_ACTIVITY_.
Only the words of the entries are wanted, repeated exactly and without images.

_GIVEN INFORMATION_.
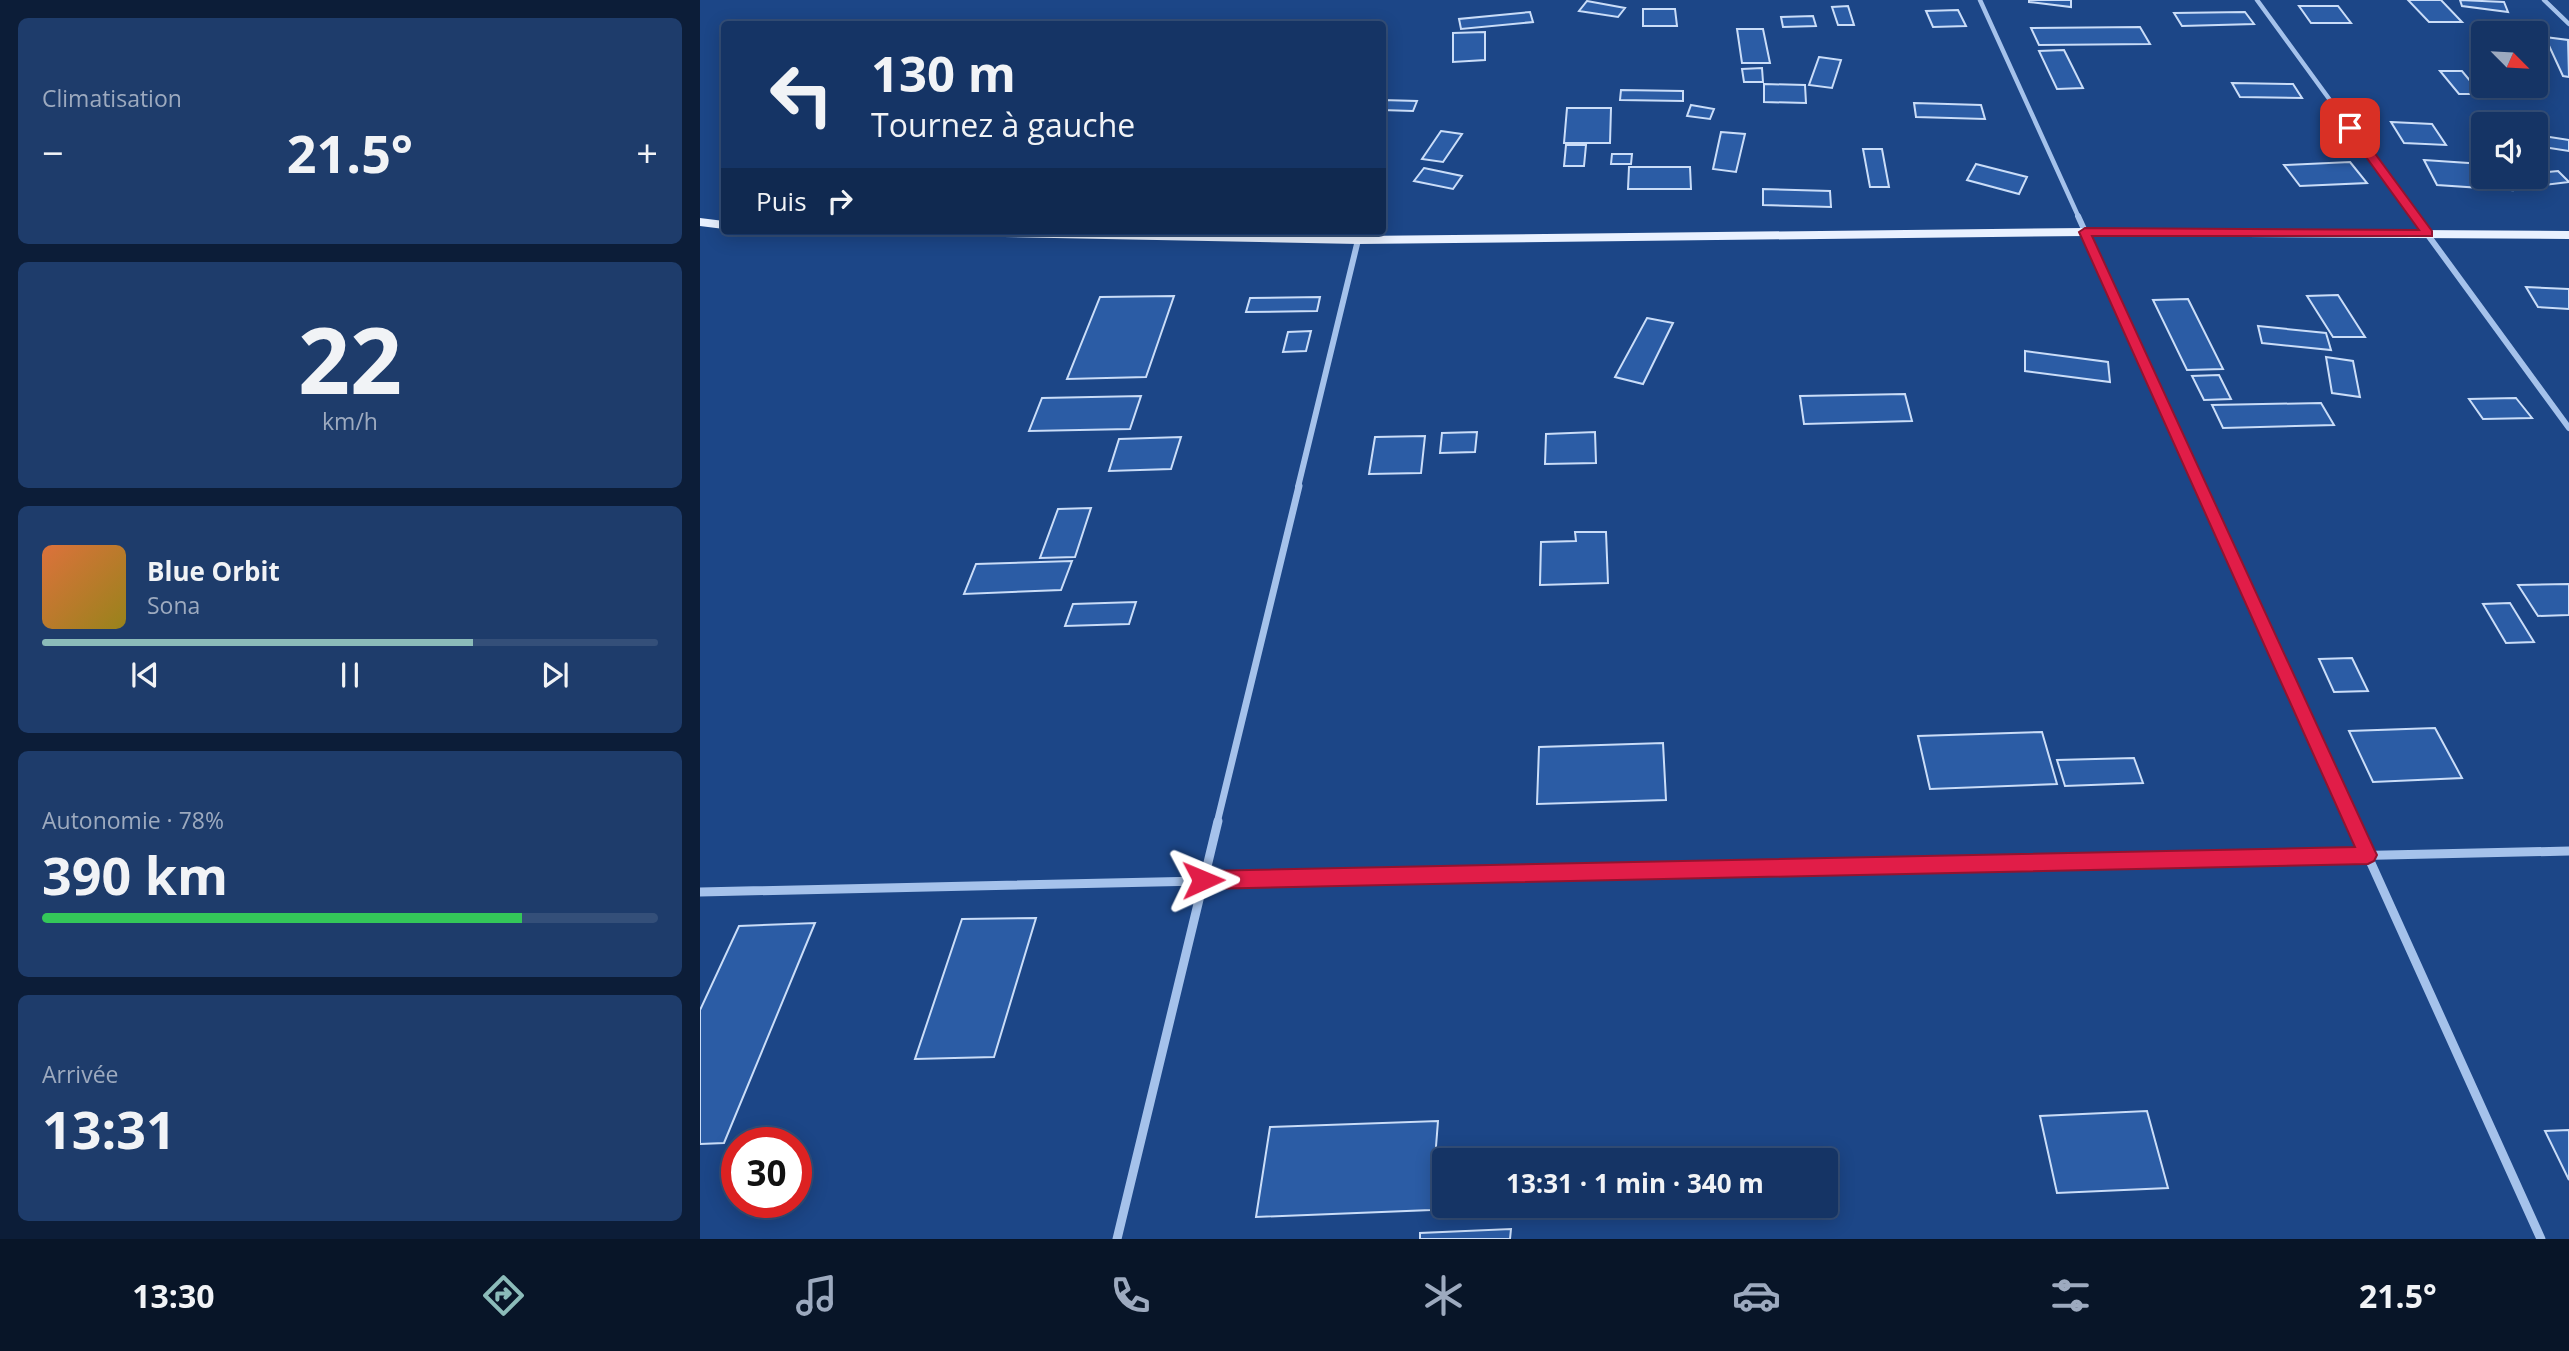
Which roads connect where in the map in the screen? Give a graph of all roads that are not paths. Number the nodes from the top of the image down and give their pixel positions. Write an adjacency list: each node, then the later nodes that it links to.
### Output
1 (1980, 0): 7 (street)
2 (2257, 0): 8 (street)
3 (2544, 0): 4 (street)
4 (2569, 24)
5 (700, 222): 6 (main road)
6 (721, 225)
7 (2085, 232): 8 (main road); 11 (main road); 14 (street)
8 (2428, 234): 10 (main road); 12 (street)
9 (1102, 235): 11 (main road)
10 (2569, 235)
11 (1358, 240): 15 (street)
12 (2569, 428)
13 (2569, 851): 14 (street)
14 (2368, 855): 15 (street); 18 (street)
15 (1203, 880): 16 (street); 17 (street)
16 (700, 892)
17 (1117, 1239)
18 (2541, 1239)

_FINISHED EXERCISE_.
Which roads connect where in the map in the screen? Give a graph of all roads that are not paths. Number the nodes from the top of the image down and give their pixel positions. Write an adjacency list: each node, then the later nodes that it links to.
### Output
1 (1980, 0): 7 (street)
2 (2257, 0): 8 (street)
3 (2544, 0): 4 (street)
4 (2569, 24)
5 (700, 222): 6 (main road)
6 (721, 225)
7 (2085, 232): 8 (main road); 11 (main road); 14 (street)
8 (2428, 234): 10 (main road); 12 (street)
9 (1102, 235): 11 (main road)
10 (2569, 235)
11 (1358, 240): 15 (street)
12 (2569, 428)
13 (2569, 851): 14 (street)
14 (2368, 855): 15 (street); 18 (street)
15 (1203, 880): 16 (street); 17 (street)
16 (700, 892)
17 (1117, 1239)
18 (2541, 1239)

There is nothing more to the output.